Als C-terminal amidierte Derivate von menschlicher
Pro-urokinase sind entweder das natürliche Protein oder
Modifikationen davon, wie Deletions-, Insertions- und
Substitutionsmutanten davon mit einem amidierten
Carboxyende in der Polypeptidkette in der Erfindung
enthalten.
Solche amidierten Derivate können durch enzymatische
Behandlung eines geeigneten Vorläufers erhalten werden,
wobei ein zusätzlicher Glycinrest, beliebig gefolgt von
einer kurzen Strecke von basischen Aminosäureresten am
COOH-Ende vorhanden ist.
Die Erfindung umfaßt auch strukturelle Gene, die für diese
Vorläufer kodieren, Vektoren, die diese Gene enthalten und
geeignete Wirte, die durch diese Vektoren transformiert
sind.
Die anwachsende Kenntnis der molekularen Wechselwirkungen,
die die physiologische Fibrinolyse regulieren, hat zu
wichtigen Folgerungen im Verständnis der Mechanismen, die
Blutgerinnsel lösen, und in der Entwicklung neuer
thrombolytischer Mittel geführt.
Im menschlichen fibrinolytischen System kann ein Proenzym,
Plasminogen, durch verschiedene Arten von
Plasminogenaktivatoren zum aktiven Enzym, Plasmin,
aktiviert werden (Collen D. et al (1986) CRC Critical
Reviews in oncology/hematology, 4 (3) 249; Verstraete M.
et al (1986) Blood, 67 (6) 1529). Plasmin ist die
Hauptprotease, die für den Abbau der Fibrinkomponente
eines Blutgerinnsels verantwortlich ist (Rakoczi I. et al
(1978) Biochim. Biophys. Acta. 540, 295; Robbins K.C. et al
(1967) J. Biol. Chem. 242, 2333; Wiman B. (1977)
Eur. J. Biochem. 76, 129).
Jedoch kann Plasmin auch seine proteolytische Wirkung auf
einige Plasmaproteine, unter ihnen die Komponenten des
Koagulationsweges Fibrinogen, Faktor V und VIII, ausüben
und kann deshalb empfänglich für die Blutung sein (Collen
D. et al (1986) CRC Critical Reviews on
oncology/hematology, 4 (3) 249; Verstraete M. et al (1986)

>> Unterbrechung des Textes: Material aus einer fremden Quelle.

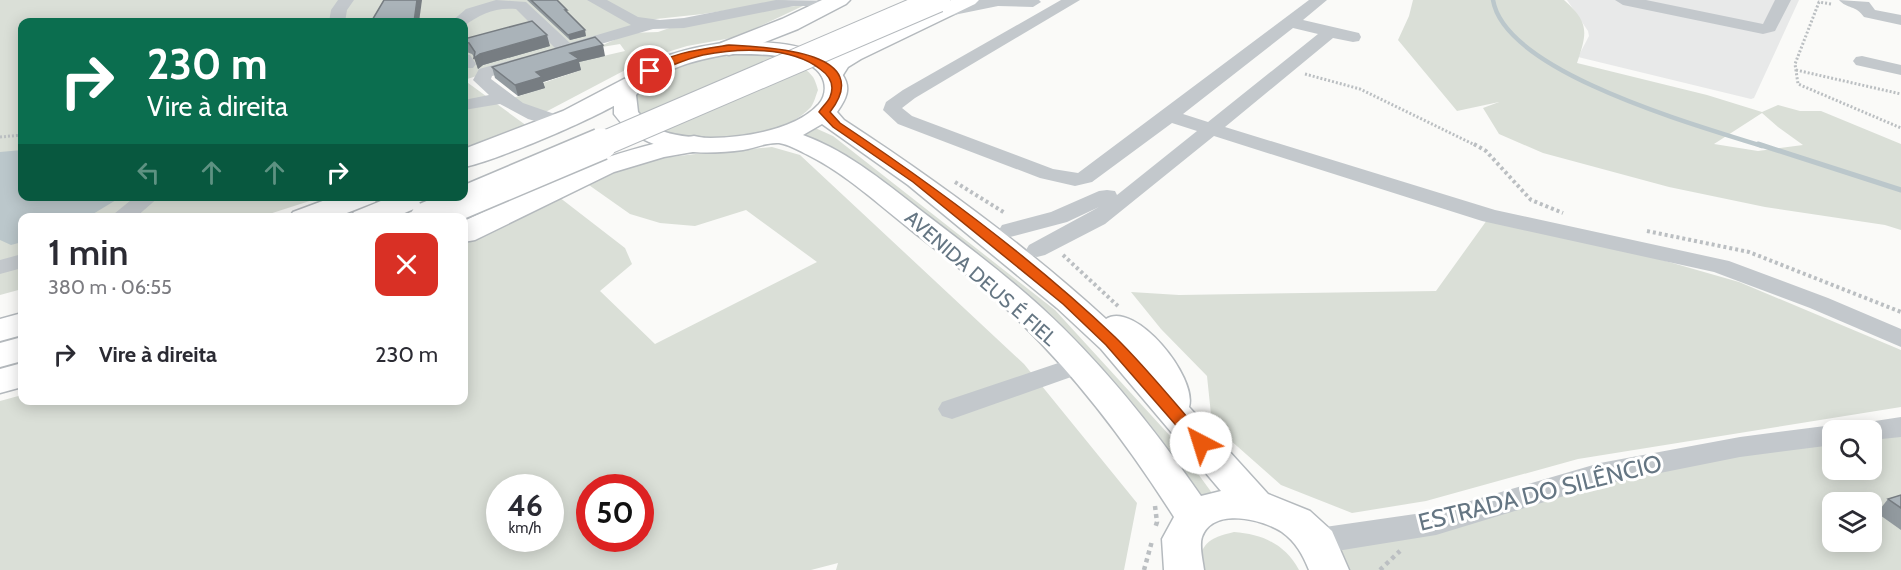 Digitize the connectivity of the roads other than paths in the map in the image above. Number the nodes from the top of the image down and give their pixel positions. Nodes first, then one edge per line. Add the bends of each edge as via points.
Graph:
1 (346, 0) edge
2 (594, 0) edge
3 (898, 0) edge
4 (968, 0) edge
5 (1319, 0) edge
6 (1623, 0) edge
7 (1783, 0) edge
8 (1847, 0) edge
9 (837, 1) edge
10 (1031, 1) edge
11 (1690, 2) dead end
12 (1064, 5) edge
13 (941, 6) edge
14 (338, 18) edge
15 (464, 18) edge
16 (1773, 19) junction
17 (1901, 20) edge
18 (1289, 22) junction
19 (649, 25) junction
20 (1330, 32) junction
21 (1353, 37) dead end
22 (729, 48) junction
23 (566, 49) junction
24 (1862, 61) dead end
25 (1901, 70) edge
26 (832, 73) junction
27 (633, 84) junction
28 (503, 98) junction
29 (468, 104) edge
30 (824, 112) junction
31 (1169, 116) junction
32 (531, 124) junction
33 (1212, 130) junction
34 (779, 135) junction
35 (694, 144) junction
36 (468, 157) edge
37 (468, 178) edge
38 (931, 179) junction
39 (468, 200) edge
40 (143, 201) edge
41 (351, 201) edge
42 (408, 201) edge
43 (466, 201) edge
44 (127, 213) edge
45 (318, 213) edge
46 (378, 213) edge
47 (438, 213) edge
48 (468, 230) edge
49 (1031, 237) junction
50 (18, 262) edge
51 (0, 267) edge
52 (18, 302) edge
53 (0, 307) edge
54 (18, 325) edge
55 (0, 330) edge
56 (1901, 339) edge
57 (18, 350) edge
58 (0, 355) edge
59 (1079, 365) junction
60 (18, 376) edge
61 (0, 381) edge
62 (952, 409) dead end
63 (1173, 410) junction
64 (1901, 427) edge
65 (1882, 429) edge
66 (1822, 436) edge
67 (1254, 504) junction
68 (1194, 517) junction
69 (1324, 556) edge
70 (1184, 570) edge

1 - 14 street
2 - 19 street
3 - 37 highway
4 - 13 highway
5 - 18 street
6 - 16 street via 1752,28 1769,28
7 - 16 street
8 - 17 street via 1864,5 1870,13
9 - 19 street via 794,1 684,23
9 - 22 highway
10 - 12 street
10 - 13 street
11 - 16 street
12 - 31 street via 909,94 892,110 905,120 938,133 1047,174 1075,180 1085,178
13 - 26 highway via 853,54
13 - 39 highway, bridge via 844,42
15 - 23 street via 514,2
18 - 20 street
18 - 31 street
19 - 23 street
20 - 21 street
20 - 33 street
22 - 26 main road via 792,52 816,61
22 - 27 main road via 673,60
23 - 28 street via 485,73 483,80
24 - 25 street
26 - 30 main road via 837,86 835,99
27 - 32 highway via 611,99 559,122
27 - 35 main road via 625,93 626,114 639,128 650,135
28 - 29 street
28 - 32 street
30 - 34 main road
30 - 38 main road, AVENIDA DEUS É FIEL via 846,132
31 - 33 street
32 - 36 highway
33 - 49 street via 1097,219
33 - 56 street via 1490,216 1721,266
34 - 35 main road via 737,143
34 - 59 main road, AVENIDA DEUS É FIEL via 818,149 847,166 1033,316
35 - 48 highway via 664,147 611,162
38 - 49 main road via 947,194
38 - 63 main road, AVENIDA DEUS É FIEL via 1112,342
40 - 44 street
41 - 45 highway
42 - 46 highway
43 - 47 highway, bridge
49 - 63 main road via 1158,360 1173,391
50 - 51 street
52 - 53 highway
54 - 55 highway
57 - 58 highway
59 - 62 street
59 - 68 main road, AVENIDA DEUS É FIEL via 1164,470
60 - 61 highway
63 - 67 main road, AVENIDA DEUS É FIEL
64 - 65 street
66 - 69 street, ESTRADA DO SILÊNCIO via 1740,447 1600,474
67 - 68 main road via 1211,507
67 - 69 main road via 1277,510 1300,524
68 - 70 main road via 1183,532 1179,549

Blood, 67 (6) 1529; Wiman B. et al (1979) Biochim. Biophys.
Acta 579, 142).
Die Aktivierung des Plasminogens kann auf systemischem
Niveau stattfinden, was dazu führt, daß Plasmin, das
schnell durch alpha2-Antiplasmin neutralisiert wird,
zirkuliert und somit nicht für die Fibrinolyse verfügbar
ist (Collen D. et al (1986) CRC Critical Reviews in
oncology/hematology, 4 (3) 249; Verstraete M. et al (1986)
Blood, 67 (6) 1529). Wenn das alpha2-Antiplasminniveau
merklich reduziert ist, wird Plasmin weniger schnell
neutralisiert und kann seine proteolytischen Wirkungen
nicht nur auf Fibrin ausüben, sondern auch auf die
Blutkoagulationsproteine, wie zuvor beschrieben.
Übermäßiges Verringern von Fibrinogen, Faktor V und VIII
in den Plasmakonzentrationen zusammen mit den
inhibierenden Wirkungen, die von einigen der
Fibrinogenabbauprodukte auf das Koagulationsverfahren, die
Thrombocytenaggregation und Fibrinpolymerisation ausgeübt
werden, führt zu einem hämostatischen Defizit und
nachfolgend zu einem vergrößerten Blutungsrisiko (Latallo
Z. S. et al (1973) Thrombos. Diath. Haemouh 56, 253; Totty
W. G. et al (1982) Radiology 143, 59). Andererseits kann
die Aktivierung des Plasminogens auf Fibrinniveau
(fibringebundene Plasminogenaktivierung) stattfinden, und
dies führt zu fibringebundenem Plasmin (Collen D. et al
(1986) CRC Critical Reviews in oncology/hematology 4 (3)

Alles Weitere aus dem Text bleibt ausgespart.